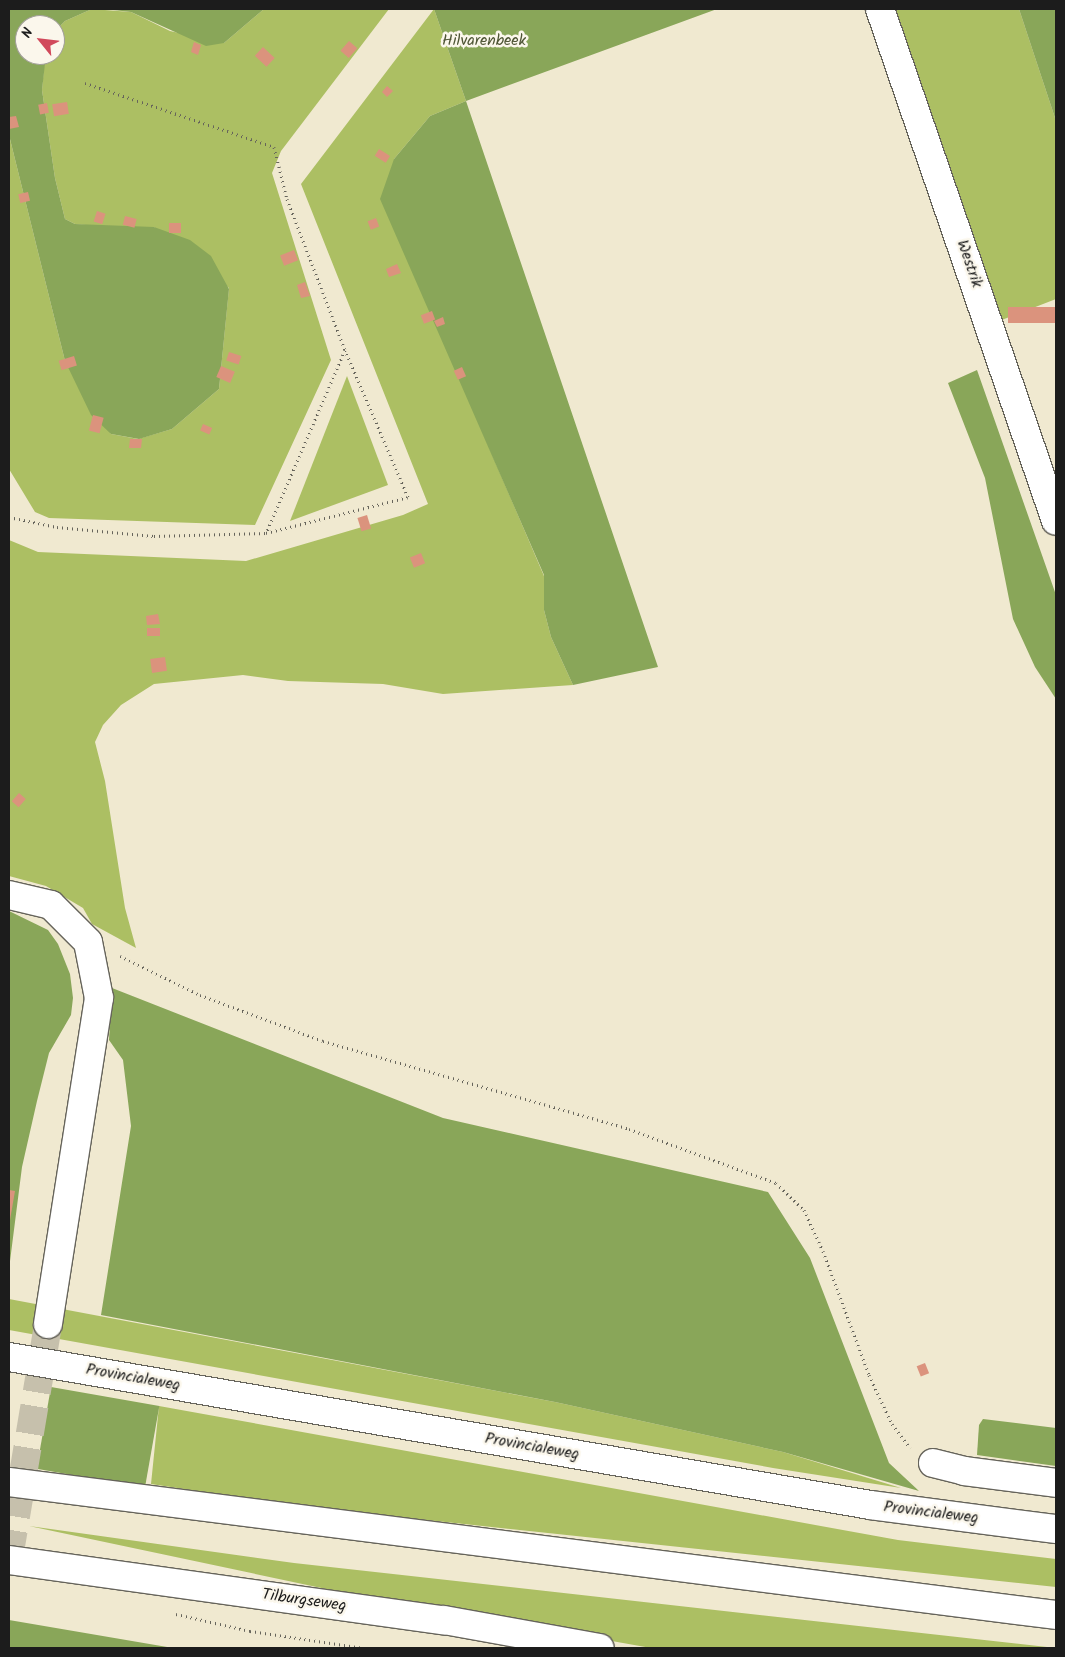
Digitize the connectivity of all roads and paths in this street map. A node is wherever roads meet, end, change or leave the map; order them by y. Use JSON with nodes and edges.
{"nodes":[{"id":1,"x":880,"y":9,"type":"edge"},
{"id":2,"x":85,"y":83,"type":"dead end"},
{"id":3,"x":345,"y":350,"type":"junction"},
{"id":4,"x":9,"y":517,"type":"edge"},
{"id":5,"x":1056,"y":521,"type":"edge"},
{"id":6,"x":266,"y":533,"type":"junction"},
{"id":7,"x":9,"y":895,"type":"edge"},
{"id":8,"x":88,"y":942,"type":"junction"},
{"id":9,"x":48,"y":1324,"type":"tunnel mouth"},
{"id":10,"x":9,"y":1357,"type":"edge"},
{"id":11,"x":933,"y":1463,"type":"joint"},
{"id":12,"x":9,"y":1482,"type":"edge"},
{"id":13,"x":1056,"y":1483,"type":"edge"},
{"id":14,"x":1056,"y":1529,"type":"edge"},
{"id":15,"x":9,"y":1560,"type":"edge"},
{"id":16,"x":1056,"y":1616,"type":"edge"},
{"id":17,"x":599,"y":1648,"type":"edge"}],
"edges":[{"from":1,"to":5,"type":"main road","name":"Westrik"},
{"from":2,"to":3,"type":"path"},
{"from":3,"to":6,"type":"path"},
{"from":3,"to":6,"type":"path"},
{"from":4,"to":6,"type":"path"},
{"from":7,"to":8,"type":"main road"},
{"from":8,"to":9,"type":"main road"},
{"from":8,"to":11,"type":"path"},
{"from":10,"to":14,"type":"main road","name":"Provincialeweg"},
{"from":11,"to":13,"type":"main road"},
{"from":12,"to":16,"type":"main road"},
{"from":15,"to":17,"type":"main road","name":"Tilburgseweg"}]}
--
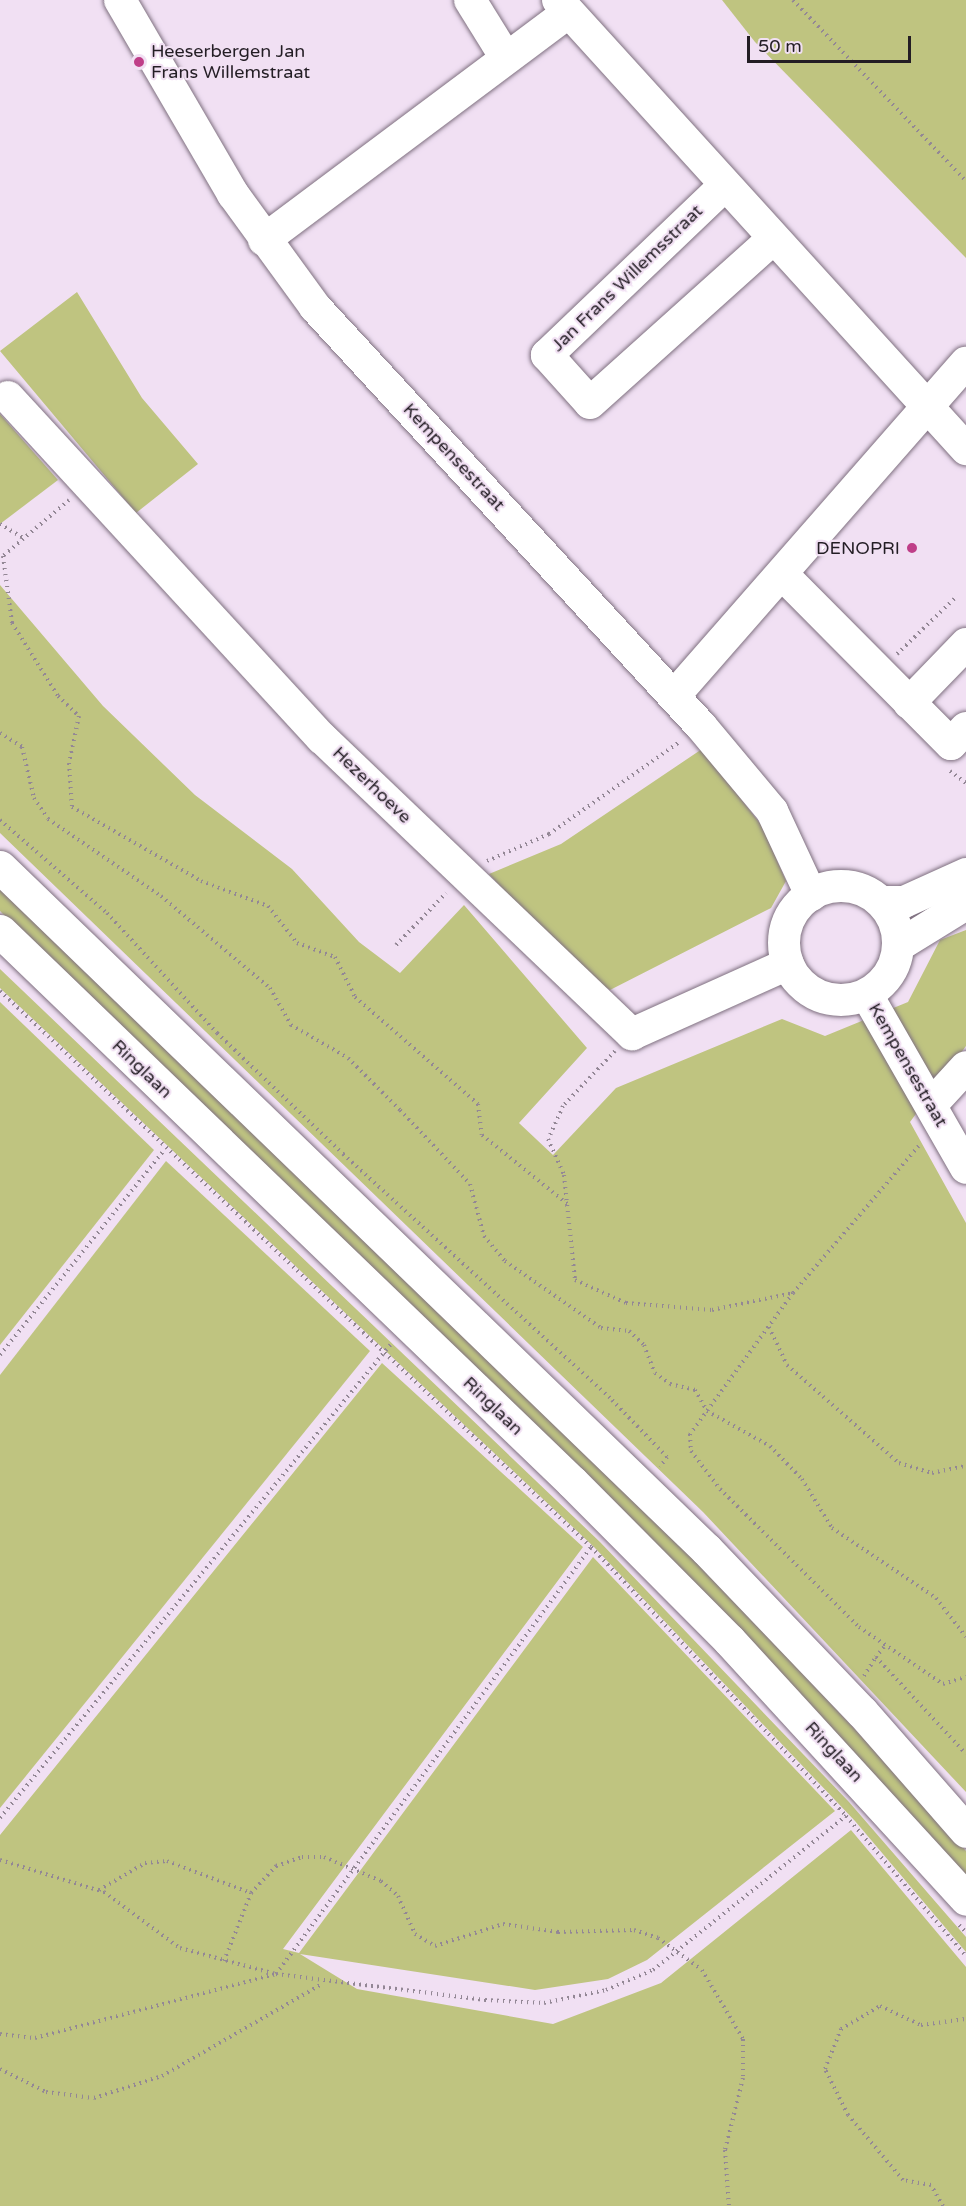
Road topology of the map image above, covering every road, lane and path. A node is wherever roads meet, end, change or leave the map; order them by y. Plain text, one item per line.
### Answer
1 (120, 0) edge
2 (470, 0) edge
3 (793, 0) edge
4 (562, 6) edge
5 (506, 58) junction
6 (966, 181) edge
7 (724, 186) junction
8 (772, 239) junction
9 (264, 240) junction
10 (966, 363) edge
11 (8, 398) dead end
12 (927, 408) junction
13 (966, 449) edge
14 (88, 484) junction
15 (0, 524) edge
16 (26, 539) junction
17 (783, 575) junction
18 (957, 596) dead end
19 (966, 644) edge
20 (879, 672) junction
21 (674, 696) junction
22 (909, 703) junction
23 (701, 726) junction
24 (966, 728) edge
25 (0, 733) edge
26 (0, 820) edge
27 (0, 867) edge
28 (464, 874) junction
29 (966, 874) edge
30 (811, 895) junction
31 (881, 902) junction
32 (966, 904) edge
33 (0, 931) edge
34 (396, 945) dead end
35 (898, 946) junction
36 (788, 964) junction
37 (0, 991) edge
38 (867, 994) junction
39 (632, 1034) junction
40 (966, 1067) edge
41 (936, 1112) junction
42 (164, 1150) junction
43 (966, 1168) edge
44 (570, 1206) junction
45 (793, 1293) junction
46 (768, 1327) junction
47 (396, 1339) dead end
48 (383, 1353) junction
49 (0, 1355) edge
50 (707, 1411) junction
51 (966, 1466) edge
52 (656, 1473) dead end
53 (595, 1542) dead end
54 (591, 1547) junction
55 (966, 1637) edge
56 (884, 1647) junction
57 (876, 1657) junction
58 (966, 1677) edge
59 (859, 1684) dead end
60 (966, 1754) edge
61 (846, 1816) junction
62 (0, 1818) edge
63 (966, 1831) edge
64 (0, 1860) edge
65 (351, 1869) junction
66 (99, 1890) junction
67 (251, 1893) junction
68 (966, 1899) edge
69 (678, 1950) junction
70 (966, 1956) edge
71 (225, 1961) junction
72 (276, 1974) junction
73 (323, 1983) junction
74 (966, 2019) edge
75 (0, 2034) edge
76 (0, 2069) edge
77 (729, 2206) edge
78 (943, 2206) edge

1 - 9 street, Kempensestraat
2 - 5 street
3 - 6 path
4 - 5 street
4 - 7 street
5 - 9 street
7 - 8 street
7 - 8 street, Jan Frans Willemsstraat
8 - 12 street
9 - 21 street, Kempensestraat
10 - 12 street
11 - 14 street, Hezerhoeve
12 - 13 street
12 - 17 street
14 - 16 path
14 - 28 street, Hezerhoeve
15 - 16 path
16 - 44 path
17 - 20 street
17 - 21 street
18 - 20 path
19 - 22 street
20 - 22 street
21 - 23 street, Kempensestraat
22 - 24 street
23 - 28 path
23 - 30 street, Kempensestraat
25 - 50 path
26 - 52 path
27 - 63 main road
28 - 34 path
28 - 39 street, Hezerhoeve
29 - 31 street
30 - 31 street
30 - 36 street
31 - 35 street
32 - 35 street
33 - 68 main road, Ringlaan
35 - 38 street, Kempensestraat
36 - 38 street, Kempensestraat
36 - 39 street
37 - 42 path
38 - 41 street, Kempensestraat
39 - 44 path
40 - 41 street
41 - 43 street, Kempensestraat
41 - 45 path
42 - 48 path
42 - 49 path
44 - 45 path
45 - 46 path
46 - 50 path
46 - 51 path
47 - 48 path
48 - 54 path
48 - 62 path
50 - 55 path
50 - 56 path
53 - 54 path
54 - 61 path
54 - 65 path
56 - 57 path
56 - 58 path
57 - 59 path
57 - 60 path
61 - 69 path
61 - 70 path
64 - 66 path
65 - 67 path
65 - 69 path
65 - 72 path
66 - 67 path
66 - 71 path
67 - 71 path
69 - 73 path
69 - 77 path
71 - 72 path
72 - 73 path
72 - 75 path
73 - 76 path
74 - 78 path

* [What the exercise asks]
Reply with one number, the count of lines in the records that include the word "leave".

* [Answer for this exercise]
2